* [Dataset excerpts]
== == ==

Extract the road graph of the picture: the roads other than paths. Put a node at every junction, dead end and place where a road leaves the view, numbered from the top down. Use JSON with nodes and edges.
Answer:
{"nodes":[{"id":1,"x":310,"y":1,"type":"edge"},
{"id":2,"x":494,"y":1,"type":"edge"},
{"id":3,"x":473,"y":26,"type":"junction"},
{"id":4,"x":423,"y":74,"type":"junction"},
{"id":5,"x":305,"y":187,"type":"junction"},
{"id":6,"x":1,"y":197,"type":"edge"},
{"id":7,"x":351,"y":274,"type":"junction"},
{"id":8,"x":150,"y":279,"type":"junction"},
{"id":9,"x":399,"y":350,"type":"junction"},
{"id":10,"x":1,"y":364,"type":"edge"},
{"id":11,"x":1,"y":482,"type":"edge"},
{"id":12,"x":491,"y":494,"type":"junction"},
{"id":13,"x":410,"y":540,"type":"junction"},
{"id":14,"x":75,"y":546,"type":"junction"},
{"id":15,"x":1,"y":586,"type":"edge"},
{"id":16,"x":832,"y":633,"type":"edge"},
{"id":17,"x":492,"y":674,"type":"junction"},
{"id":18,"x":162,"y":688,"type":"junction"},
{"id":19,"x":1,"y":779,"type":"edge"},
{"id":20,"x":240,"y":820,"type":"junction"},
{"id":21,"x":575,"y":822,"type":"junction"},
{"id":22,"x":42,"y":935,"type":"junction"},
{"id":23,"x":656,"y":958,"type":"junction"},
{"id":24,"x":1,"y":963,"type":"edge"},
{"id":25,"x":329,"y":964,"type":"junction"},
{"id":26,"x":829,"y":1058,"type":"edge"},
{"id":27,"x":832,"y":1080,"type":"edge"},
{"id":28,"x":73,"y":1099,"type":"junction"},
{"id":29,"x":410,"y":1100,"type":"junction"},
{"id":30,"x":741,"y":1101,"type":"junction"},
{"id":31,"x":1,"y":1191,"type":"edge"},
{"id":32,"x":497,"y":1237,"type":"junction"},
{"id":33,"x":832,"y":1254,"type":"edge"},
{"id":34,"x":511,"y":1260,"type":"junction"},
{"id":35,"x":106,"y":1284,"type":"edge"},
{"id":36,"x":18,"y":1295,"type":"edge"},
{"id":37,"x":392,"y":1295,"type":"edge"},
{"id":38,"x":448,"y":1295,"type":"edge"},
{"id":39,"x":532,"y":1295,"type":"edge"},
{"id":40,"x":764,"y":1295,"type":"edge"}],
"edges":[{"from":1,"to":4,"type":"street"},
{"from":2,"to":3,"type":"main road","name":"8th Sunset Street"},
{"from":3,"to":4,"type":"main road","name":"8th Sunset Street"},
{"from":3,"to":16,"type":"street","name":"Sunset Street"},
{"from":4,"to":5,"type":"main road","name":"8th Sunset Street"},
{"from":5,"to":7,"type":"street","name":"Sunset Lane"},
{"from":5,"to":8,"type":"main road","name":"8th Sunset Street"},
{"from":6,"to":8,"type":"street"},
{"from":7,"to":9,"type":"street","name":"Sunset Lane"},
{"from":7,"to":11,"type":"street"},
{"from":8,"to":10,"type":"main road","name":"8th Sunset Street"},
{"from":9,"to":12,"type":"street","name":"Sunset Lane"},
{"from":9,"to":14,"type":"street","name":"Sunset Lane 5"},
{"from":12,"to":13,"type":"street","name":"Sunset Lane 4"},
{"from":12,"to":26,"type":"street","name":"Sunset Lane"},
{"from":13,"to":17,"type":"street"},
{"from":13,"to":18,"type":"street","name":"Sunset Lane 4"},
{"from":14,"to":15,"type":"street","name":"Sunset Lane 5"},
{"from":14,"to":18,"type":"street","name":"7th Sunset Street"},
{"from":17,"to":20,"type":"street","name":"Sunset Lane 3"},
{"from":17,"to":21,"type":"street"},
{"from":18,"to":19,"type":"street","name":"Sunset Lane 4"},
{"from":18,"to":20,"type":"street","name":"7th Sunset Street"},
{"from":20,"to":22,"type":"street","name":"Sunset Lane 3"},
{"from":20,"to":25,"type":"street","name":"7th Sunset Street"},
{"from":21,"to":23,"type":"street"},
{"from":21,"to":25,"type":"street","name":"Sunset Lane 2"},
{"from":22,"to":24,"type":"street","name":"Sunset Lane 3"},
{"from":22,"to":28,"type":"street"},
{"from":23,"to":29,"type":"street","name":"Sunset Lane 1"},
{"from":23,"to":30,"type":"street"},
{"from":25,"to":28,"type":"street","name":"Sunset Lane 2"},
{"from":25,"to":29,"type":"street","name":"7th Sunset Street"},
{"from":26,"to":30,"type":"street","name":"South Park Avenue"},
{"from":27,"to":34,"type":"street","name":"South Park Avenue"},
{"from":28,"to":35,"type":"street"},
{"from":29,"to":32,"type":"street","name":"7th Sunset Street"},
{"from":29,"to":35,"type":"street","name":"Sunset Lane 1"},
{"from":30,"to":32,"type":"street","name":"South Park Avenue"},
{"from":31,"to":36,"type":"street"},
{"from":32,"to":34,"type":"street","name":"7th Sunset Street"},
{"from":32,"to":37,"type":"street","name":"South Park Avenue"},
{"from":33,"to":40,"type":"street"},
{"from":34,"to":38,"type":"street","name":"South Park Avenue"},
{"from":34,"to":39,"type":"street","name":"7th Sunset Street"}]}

== == ==

* [Work to complete]
Repeat all of the entries above exactly.

* [Completed exercise]
Extract the road graph of the picture: the roads other than paths. Put a node at every junction, dead end and place where a road leaves the view, numbered from the top down. Use JSON with nodes and edges.
Answer:
{"nodes":[{"id":1,"x":310,"y":1,"type":"edge"},
{"id":2,"x":494,"y":1,"type":"edge"},
{"id":3,"x":473,"y":26,"type":"junction"},
{"id":4,"x":423,"y":74,"type":"junction"},
{"id":5,"x":305,"y":187,"type":"junction"},
{"id":6,"x":1,"y":197,"type":"edge"},
{"id":7,"x":351,"y":274,"type":"junction"},
{"id":8,"x":150,"y":279,"type":"junction"},
{"id":9,"x":399,"y":350,"type":"junction"},
{"id":10,"x":1,"y":364,"type":"edge"},
{"id":11,"x":1,"y":482,"type":"edge"},
{"id":12,"x":491,"y":494,"type":"junction"},
{"id":13,"x":410,"y":540,"type":"junction"},
{"id":14,"x":75,"y":546,"type":"junction"},
{"id":15,"x":1,"y":586,"type":"edge"},
{"id":16,"x":832,"y":633,"type":"edge"},
{"id":17,"x":492,"y":674,"type":"junction"},
{"id":18,"x":162,"y":688,"type":"junction"},
{"id":19,"x":1,"y":779,"type":"edge"},
{"id":20,"x":240,"y":820,"type":"junction"},
{"id":21,"x":575,"y":822,"type":"junction"},
{"id":22,"x":42,"y":935,"type":"junction"},
{"id":23,"x":656,"y":958,"type":"junction"},
{"id":24,"x":1,"y":963,"type":"edge"},
{"id":25,"x":329,"y":964,"type":"junction"},
{"id":26,"x":829,"y":1058,"type":"edge"},
{"id":27,"x":832,"y":1080,"type":"edge"},
{"id":28,"x":73,"y":1099,"type":"junction"},
{"id":29,"x":410,"y":1100,"type":"junction"},
{"id":30,"x":741,"y":1101,"type":"junction"},
{"id":31,"x":1,"y":1191,"type":"edge"},
{"id":32,"x":497,"y":1237,"type":"junction"},
{"id":33,"x":832,"y":1254,"type":"edge"},
{"id":34,"x":511,"y":1260,"type":"junction"},
{"id":35,"x":106,"y":1284,"type":"edge"},
{"id":36,"x":18,"y":1295,"type":"edge"},
{"id":37,"x":392,"y":1295,"type":"edge"},
{"id":38,"x":448,"y":1295,"type":"edge"},
{"id":39,"x":532,"y":1295,"type":"edge"},
{"id":40,"x":764,"y":1295,"type":"edge"}],
"edges":[{"from":1,"to":4,"type":"street"},
{"from":2,"to":3,"type":"main road","name":"8th Sunset Street"},
{"from":3,"to":4,"type":"main road","name":"8th Sunset Street"},
{"from":3,"to":16,"type":"street","name":"Sunset Street"},
{"from":4,"to":5,"type":"main road","name":"8th Sunset Street"},
{"from":5,"to":7,"type":"street","name":"Sunset Lane"},
{"from":5,"to":8,"type":"main road","name":"8th Sunset Street"},
{"from":6,"to":8,"type":"street"},
{"from":7,"to":9,"type":"street","name":"Sunset Lane"},
{"from":7,"to":11,"type":"street"},
{"from":8,"to":10,"type":"main road","name":"8th Sunset Street"},
{"from":9,"to":12,"type":"street","name":"Sunset Lane"},
{"from":9,"to":14,"type":"street","name":"Sunset Lane 5"},
{"from":12,"to":13,"type":"street","name":"Sunset Lane 4"},
{"from":12,"to":26,"type":"street","name":"Sunset Lane"},
{"from":13,"to":17,"type":"street"},
{"from":13,"to":18,"type":"street","name":"Sunset Lane 4"},
{"from":14,"to":15,"type":"street","name":"Sunset Lane 5"},
{"from":14,"to":18,"type":"street","name":"7th Sunset Street"},
{"from":17,"to":20,"type":"street","name":"Sunset Lane 3"},
{"from":17,"to":21,"type":"street"},
{"from":18,"to":19,"type":"street","name":"Sunset Lane 4"},
{"from":18,"to":20,"type":"street","name":"7th Sunset Street"},
{"from":20,"to":22,"type":"street","name":"Sunset Lane 3"},
{"from":20,"to":25,"type":"street","name":"7th Sunset Street"},
{"from":21,"to":23,"type":"street"},
{"from":21,"to":25,"type":"street","name":"Sunset Lane 2"},
{"from":22,"to":24,"type":"street","name":"Sunset Lane 3"},
{"from":22,"to":28,"type":"street"},
{"from":23,"to":29,"type":"street","name":"Sunset Lane 1"},
{"from":23,"to":30,"type":"street"},
{"from":25,"to":28,"type":"street","name":"Sunset Lane 2"},
{"from":25,"to":29,"type":"street","name":"7th Sunset Street"},
{"from":26,"to":30,"type":"street","name":"South Park Avenue"},
{"from":27,"to":34,"type":"street","name":"South Park Avenue"},
{"from":28,"to":35,"type":"street"},
{"from":29,"to":32,"type":"street","name":"7th Sunset Street"},
{"from":29,"to":35,"type":"street","name":"Sunset Lane 1"},
{"from":30,"to":32,"type":"street","name":"South Park Avenue"},
{"from":31,"to":36,"type":"street"},
{"from":32,"to":34,"type":"street","name":"7th Sunset Street"},
{"from":32,"to":37,"type":"street","name":"South Park Avenue"},
{"from":33,"to":40,"type":"street"},
{"from":34,"to":38,"type":"street","name":"South Park Avenue"},
{"from":34,"to":39,"type":"street","name":"7th Sunset Street"}]}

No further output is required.